§ ACTIVITY
What you produce should be every line from the data that includes "寅春西路".

§ Dataset records

====

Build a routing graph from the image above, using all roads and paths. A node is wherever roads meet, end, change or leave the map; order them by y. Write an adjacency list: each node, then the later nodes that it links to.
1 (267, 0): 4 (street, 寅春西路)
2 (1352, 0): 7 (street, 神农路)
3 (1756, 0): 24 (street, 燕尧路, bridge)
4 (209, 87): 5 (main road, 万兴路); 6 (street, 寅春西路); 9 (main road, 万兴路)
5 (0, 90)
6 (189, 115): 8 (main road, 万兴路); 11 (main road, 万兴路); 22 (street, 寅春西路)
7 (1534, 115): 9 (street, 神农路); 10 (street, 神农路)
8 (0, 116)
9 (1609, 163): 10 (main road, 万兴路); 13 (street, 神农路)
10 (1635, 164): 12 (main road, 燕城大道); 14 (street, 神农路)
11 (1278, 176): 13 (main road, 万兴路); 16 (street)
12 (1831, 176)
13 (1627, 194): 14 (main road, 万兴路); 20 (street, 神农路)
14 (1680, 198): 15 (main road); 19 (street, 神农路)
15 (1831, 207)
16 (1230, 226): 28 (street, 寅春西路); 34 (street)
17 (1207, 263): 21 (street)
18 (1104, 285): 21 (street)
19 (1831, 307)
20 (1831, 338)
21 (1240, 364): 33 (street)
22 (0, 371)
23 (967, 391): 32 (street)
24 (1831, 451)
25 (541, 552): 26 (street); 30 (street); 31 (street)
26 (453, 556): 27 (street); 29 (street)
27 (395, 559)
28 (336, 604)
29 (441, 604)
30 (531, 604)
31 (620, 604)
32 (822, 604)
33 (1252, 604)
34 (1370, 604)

====

§ SOLVED EXERCISE
1 (267, 0): 4 (street, 寅春西路)
4 (209, 87): 5 (main road, 万兴路); 6 (street, 寅春西路); 9 (main road, 万兴路)
6 (189, 115): 8 (main road, 万兴路); 11 (main road, 万兴路); 22 (street, 寅春西路)
16 (1230, 226): 28 (street, 寅春西路); 34 (street)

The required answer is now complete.